[Start of section]

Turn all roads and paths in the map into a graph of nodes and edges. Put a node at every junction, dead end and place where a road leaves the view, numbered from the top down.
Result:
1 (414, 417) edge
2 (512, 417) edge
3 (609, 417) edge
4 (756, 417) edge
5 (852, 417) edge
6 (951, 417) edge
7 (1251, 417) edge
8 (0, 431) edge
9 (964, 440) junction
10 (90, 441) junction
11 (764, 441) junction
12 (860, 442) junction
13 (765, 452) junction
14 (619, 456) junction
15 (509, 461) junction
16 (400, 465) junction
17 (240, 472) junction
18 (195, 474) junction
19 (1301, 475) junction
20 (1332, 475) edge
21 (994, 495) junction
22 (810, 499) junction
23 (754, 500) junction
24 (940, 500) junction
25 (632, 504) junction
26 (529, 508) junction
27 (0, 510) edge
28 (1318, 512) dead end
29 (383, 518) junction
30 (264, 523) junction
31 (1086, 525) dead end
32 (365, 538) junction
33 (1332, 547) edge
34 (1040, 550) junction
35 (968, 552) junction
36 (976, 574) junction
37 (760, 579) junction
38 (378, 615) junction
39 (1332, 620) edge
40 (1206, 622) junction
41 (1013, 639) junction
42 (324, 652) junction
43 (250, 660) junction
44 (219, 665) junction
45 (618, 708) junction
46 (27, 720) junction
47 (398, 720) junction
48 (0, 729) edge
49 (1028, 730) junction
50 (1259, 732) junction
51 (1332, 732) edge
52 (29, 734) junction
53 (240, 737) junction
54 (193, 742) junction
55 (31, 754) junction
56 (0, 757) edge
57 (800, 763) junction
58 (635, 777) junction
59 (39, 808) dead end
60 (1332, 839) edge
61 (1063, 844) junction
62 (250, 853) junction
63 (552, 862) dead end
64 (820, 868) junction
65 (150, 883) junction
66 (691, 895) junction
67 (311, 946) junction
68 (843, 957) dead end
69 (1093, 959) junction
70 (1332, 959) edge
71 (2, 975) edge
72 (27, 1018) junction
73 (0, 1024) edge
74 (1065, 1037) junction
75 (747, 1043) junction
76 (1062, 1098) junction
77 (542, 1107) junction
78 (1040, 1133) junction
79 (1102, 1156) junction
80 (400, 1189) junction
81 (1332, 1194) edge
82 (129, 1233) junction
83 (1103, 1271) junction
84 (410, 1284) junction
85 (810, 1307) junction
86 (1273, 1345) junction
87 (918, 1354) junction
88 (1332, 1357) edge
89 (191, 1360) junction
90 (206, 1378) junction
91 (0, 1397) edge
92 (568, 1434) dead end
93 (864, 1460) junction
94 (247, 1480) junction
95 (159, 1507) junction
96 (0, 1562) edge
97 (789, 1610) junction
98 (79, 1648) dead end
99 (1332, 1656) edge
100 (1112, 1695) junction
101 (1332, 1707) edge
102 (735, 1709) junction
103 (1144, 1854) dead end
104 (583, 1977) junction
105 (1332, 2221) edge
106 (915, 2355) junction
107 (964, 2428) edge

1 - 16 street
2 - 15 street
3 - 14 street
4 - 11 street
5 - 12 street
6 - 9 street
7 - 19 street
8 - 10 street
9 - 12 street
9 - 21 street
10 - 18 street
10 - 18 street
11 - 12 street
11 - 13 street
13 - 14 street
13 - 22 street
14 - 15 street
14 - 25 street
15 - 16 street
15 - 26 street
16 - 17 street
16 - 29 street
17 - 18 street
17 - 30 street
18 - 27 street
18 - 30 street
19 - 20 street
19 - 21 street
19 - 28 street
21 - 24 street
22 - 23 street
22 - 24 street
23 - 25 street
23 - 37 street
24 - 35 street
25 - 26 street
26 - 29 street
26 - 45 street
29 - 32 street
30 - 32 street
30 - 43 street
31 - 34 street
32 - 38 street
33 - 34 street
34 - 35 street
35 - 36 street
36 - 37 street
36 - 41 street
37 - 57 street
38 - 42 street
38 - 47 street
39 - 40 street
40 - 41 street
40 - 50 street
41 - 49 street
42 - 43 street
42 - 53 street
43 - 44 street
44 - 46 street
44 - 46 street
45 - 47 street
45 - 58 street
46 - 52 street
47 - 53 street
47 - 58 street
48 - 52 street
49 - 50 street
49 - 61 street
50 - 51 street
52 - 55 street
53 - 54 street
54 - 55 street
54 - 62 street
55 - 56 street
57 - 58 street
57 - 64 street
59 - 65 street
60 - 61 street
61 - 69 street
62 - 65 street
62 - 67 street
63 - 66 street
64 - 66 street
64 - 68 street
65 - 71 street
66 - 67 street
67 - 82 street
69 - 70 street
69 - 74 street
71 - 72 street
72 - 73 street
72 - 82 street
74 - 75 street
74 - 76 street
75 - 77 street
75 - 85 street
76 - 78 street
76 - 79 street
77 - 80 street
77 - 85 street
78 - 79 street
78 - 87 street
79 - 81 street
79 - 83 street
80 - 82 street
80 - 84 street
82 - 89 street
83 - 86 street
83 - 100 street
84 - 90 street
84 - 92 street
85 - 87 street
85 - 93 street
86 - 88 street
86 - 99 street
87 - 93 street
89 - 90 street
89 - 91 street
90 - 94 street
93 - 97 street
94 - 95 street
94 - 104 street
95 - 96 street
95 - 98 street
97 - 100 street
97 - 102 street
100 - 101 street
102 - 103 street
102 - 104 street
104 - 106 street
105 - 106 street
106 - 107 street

[End of section]

_Task directions_
Copy, from the lines above, each one that holds "dead".

_Answer for this exercise_
Turn all roads and paths in the map into a graph of nodes and edges. Put a node at every junction, dead end and place where a road leaves the view, numbered from the top down.
28 (1318, 512) dead end
31 (1086, 525) dead end
59 (39, 808) dead end
63 (552, 862) dead end
68 (843, 957) dead end
92 (568, 1434) dead end
98 (79, 1648) dead end
103 (1144, 1854) dead end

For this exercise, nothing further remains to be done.